** Working data **
· · · · ·
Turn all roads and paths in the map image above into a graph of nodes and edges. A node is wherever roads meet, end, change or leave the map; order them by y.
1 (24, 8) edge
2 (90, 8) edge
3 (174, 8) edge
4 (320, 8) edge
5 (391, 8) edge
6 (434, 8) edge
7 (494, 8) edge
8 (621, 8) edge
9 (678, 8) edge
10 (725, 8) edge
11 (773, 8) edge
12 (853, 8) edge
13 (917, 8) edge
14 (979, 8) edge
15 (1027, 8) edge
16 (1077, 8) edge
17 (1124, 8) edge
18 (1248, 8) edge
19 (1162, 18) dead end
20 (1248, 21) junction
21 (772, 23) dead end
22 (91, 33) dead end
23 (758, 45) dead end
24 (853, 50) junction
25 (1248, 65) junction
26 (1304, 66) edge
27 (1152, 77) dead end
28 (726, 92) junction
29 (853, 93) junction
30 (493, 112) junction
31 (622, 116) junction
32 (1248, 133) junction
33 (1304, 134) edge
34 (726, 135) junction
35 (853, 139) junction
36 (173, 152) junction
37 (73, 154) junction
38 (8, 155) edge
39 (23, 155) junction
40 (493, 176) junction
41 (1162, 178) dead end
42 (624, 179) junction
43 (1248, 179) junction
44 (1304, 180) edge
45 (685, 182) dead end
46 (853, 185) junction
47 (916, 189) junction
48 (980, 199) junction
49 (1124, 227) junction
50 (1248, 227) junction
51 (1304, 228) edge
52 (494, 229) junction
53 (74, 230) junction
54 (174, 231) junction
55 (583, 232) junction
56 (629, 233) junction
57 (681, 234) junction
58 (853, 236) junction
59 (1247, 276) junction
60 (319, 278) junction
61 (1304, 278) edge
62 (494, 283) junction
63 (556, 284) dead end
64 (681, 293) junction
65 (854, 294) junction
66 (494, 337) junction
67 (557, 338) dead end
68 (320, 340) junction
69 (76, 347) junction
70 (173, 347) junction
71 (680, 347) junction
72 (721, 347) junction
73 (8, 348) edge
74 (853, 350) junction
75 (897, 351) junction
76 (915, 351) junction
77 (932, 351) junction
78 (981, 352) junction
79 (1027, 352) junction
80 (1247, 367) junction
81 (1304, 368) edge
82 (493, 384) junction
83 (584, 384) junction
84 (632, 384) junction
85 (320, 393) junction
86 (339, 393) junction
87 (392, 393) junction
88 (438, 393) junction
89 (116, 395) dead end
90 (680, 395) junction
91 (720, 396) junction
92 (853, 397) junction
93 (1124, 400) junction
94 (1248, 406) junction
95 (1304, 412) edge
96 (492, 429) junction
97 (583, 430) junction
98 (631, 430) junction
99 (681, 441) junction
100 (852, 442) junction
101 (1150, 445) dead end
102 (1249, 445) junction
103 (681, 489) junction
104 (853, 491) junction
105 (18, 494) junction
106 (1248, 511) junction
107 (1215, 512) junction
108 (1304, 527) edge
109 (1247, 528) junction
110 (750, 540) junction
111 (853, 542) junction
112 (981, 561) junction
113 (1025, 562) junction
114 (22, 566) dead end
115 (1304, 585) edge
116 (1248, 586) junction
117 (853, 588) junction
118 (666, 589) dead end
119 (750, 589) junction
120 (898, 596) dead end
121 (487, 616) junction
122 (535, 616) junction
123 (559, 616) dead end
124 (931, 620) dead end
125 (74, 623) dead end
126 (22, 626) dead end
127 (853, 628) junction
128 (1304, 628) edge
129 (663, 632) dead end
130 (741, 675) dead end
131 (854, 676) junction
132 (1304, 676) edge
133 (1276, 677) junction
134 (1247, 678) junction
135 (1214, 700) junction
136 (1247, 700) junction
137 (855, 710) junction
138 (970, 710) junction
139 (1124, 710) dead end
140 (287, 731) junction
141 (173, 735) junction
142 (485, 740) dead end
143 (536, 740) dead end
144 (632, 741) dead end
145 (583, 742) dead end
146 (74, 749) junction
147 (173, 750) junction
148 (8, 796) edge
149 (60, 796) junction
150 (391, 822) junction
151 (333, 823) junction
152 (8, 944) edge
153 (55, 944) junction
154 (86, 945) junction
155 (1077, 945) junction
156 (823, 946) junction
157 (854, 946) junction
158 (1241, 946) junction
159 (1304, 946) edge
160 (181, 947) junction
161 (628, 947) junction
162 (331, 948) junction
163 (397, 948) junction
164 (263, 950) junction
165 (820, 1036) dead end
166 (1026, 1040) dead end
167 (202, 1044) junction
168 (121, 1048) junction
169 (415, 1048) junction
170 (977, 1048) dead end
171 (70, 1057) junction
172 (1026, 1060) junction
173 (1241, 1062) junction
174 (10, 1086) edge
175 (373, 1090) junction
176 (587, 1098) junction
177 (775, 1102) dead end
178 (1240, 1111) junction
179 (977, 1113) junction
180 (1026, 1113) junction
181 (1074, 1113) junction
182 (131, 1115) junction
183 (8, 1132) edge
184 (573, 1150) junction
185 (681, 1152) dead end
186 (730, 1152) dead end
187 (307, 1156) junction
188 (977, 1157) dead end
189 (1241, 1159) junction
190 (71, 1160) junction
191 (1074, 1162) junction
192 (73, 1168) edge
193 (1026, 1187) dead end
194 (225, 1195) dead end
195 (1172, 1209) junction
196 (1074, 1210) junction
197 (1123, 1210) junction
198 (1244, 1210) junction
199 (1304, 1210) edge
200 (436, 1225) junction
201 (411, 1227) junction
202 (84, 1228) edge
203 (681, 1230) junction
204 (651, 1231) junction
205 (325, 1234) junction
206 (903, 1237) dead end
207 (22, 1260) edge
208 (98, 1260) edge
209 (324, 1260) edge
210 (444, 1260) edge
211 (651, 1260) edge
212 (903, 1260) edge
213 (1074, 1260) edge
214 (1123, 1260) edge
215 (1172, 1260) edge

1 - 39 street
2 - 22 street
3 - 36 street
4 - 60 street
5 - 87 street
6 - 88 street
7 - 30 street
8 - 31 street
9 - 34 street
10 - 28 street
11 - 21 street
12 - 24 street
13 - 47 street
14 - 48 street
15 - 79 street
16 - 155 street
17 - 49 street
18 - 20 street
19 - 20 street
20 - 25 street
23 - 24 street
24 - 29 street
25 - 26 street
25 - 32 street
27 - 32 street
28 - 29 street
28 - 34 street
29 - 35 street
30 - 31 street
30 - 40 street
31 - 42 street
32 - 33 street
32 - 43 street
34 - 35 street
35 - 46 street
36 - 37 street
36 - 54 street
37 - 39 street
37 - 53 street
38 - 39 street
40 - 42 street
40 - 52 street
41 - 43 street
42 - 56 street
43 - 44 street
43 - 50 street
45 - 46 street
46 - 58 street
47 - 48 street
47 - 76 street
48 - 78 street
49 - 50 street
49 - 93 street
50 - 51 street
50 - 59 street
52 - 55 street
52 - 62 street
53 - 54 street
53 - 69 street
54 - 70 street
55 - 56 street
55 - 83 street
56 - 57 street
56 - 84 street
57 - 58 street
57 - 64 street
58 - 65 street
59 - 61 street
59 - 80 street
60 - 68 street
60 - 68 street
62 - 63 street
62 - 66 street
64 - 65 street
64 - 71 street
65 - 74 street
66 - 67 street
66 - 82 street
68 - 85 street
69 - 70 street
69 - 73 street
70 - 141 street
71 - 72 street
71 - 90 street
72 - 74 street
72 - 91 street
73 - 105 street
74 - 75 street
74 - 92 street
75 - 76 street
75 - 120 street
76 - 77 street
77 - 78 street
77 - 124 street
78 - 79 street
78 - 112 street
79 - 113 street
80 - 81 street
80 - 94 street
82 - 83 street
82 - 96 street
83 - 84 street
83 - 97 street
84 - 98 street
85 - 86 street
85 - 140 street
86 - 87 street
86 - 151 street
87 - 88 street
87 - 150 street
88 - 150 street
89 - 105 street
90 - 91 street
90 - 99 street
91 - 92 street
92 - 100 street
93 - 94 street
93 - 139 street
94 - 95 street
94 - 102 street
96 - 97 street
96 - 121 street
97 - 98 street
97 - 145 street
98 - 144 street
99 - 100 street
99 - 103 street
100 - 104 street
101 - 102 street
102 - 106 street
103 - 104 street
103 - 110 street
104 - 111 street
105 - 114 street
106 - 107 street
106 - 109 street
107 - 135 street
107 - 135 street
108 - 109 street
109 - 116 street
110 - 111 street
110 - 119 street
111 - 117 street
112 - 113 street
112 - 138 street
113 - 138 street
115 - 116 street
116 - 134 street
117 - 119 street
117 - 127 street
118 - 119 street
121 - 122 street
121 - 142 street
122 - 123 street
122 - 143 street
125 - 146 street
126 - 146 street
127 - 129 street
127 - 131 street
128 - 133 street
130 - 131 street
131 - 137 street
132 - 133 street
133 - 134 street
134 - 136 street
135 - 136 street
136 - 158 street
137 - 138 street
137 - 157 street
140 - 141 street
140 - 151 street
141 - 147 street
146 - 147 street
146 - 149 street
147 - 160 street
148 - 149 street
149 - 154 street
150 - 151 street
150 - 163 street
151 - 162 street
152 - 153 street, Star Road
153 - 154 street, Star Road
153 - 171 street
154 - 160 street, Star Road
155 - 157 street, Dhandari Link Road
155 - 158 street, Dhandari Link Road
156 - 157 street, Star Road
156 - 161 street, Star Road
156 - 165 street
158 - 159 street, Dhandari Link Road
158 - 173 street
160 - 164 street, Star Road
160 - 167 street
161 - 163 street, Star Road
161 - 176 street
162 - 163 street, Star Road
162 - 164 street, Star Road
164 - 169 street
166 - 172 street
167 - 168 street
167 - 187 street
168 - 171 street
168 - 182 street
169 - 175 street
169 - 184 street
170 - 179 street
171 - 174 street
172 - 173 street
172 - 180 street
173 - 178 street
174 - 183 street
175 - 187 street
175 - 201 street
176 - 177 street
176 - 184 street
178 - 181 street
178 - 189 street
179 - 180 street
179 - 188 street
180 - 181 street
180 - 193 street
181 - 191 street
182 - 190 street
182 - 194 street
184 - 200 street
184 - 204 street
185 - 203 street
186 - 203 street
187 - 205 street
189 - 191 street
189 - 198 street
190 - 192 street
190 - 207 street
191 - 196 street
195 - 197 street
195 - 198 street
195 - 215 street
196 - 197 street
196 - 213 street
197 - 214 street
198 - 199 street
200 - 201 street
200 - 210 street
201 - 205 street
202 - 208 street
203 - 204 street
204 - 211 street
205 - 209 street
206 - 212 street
· · · · ·
** What to produce **
Wherever "Link" occurs in the entries above, copy the line it sits on.

** Expected output **
155 - 157 street, Dhandari Link Road
155 - 158 street, Dhandari Link Road
158 - 159 street, Dhandari Link Road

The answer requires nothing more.